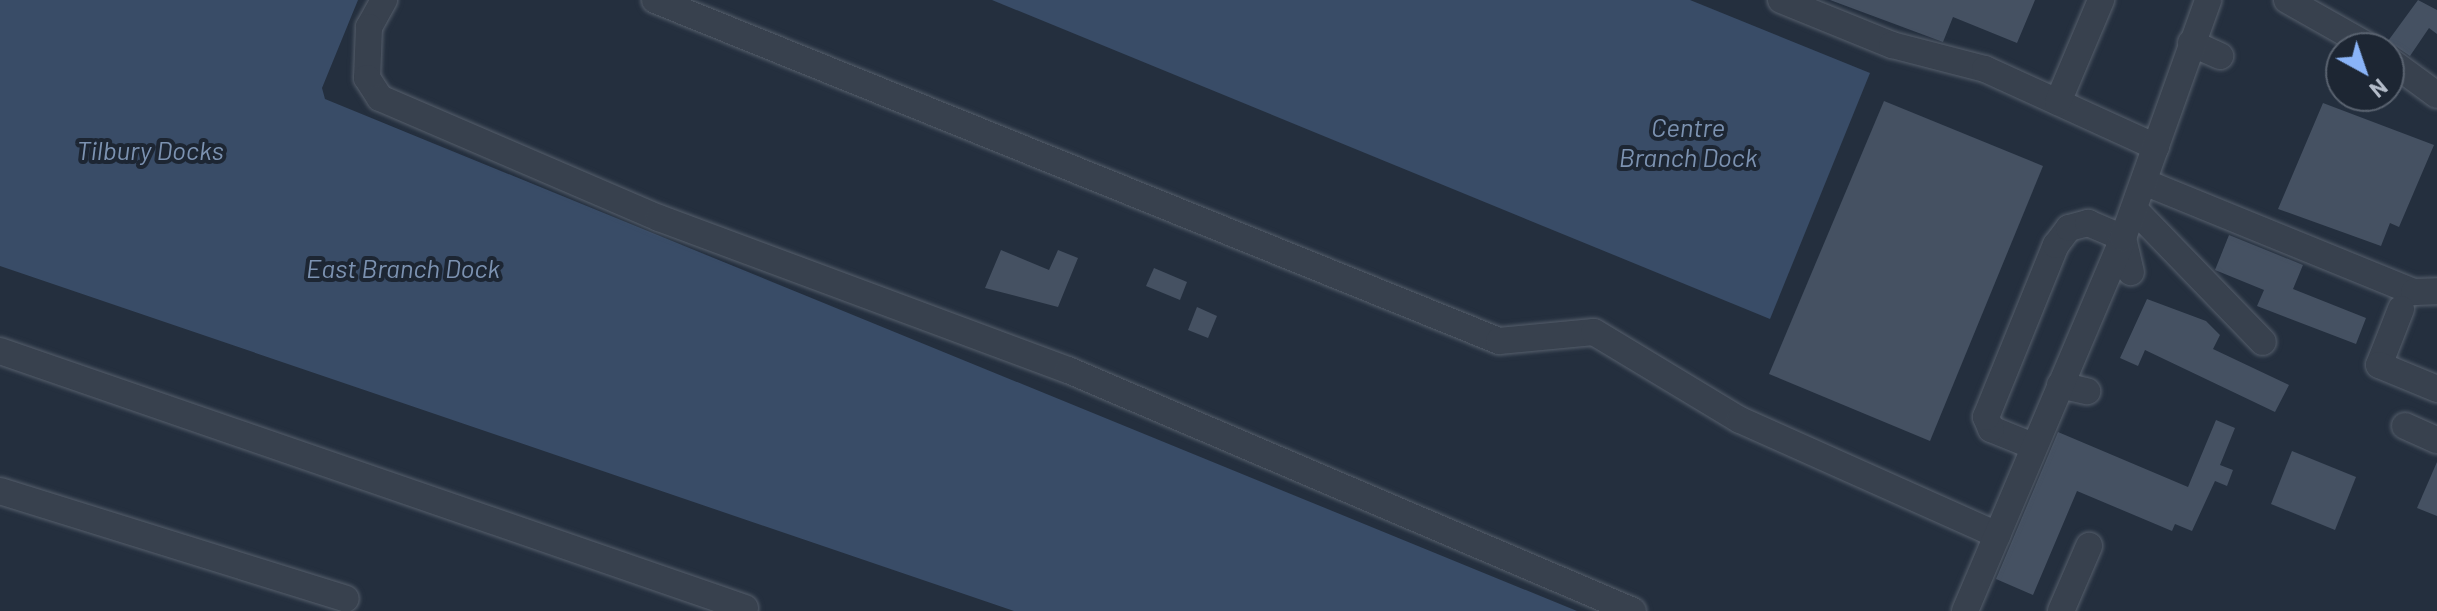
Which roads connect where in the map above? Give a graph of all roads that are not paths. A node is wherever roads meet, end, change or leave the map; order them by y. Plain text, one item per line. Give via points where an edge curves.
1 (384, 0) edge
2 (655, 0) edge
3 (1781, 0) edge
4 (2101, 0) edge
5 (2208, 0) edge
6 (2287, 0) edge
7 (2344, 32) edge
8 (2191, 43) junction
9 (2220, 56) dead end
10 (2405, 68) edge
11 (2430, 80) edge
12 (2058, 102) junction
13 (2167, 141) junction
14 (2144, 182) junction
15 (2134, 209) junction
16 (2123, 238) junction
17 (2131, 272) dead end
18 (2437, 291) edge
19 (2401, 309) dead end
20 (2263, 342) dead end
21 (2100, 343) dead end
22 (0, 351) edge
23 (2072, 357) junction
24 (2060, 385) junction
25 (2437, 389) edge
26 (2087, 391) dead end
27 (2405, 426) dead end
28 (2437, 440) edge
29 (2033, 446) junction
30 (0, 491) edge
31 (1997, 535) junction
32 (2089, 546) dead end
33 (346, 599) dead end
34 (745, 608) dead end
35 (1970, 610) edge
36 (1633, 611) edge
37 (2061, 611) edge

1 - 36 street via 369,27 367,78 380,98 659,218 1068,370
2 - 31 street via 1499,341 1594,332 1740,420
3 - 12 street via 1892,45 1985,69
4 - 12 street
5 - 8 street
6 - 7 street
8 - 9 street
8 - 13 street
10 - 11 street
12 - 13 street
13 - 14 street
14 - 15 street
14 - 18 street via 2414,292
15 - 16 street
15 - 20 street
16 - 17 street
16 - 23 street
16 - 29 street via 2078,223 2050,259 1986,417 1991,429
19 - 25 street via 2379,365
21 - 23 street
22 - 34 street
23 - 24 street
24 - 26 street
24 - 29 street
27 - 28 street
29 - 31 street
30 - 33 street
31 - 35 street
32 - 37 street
◇ ◇ ◇ ◇ ◇
PROBLEM STATEMENT -> From the entries above, collect every line with the string "dead" in it.

FINAL ANSWER ->
9 (2220, 56) dead end
17 (2131, 272) dead end
19 (2401, 309) dead end
20 (2263, 342) dead end
21 (2100, 343) dead end
26 (2087, 391) dead end
27 (2405, 426) dead end
32 (2089, 546) dead end
33 (346, 599) dead end
34 (745, 608) dead end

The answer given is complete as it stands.